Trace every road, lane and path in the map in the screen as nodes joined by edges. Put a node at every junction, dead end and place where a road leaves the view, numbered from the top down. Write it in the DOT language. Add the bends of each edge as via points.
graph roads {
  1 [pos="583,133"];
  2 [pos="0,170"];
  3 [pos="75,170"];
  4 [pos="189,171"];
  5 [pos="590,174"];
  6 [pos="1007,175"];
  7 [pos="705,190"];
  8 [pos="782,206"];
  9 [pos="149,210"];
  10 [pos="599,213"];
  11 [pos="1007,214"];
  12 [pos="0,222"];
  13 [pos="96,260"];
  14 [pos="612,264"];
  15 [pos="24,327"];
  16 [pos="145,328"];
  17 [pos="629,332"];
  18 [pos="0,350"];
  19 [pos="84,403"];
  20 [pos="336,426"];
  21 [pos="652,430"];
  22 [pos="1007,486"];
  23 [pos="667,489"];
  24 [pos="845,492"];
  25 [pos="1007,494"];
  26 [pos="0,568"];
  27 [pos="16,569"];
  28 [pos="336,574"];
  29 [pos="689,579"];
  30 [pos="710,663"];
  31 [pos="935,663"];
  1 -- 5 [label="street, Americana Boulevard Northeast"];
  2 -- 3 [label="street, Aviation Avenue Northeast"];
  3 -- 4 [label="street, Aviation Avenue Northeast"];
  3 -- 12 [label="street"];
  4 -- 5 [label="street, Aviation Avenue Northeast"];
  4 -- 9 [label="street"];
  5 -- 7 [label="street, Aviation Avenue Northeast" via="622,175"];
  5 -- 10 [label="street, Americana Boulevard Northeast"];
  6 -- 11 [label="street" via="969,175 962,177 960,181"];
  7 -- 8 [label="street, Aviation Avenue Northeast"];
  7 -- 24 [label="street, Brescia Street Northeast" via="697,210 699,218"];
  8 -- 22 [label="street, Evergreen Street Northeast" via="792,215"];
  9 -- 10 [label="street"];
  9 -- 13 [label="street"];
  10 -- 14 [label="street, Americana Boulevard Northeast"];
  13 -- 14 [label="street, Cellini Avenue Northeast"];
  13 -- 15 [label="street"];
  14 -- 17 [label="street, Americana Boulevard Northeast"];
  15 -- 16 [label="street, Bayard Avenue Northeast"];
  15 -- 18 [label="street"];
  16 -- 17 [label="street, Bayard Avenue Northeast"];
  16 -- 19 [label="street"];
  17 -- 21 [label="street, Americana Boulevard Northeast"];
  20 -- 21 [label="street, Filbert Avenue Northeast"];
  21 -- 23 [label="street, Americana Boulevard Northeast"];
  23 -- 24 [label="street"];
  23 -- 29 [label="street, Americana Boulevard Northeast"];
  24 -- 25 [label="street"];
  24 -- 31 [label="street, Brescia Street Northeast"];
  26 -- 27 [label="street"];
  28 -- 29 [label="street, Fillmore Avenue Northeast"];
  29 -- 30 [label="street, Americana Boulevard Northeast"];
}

* _PROBLEM REQUIREMENTS_:
Using the records above, report each line with the string "Americana".

* _YOUR SOLUTION_:
  1 -- 5 [label="street, Americana Boulevard Northeast"];
  5 -- 10 [label="street, Americana Boulevard Northeast"];
  10 -- 14 [label="street, Americana Boulevard Northeast"];
  14 -- 17 [label="street, Americana Boulevard Northeast"];
  17 -- 21 [label="street, Americana Boulevard Northeast"];
  21 -- 23 [label="street, Americana Boulevard Northeast"];
  23 -- 29 [label="street, Americana Boulevard Northeast"];
  29 -- 30 [label="street, Americana Boulevard Northeast"];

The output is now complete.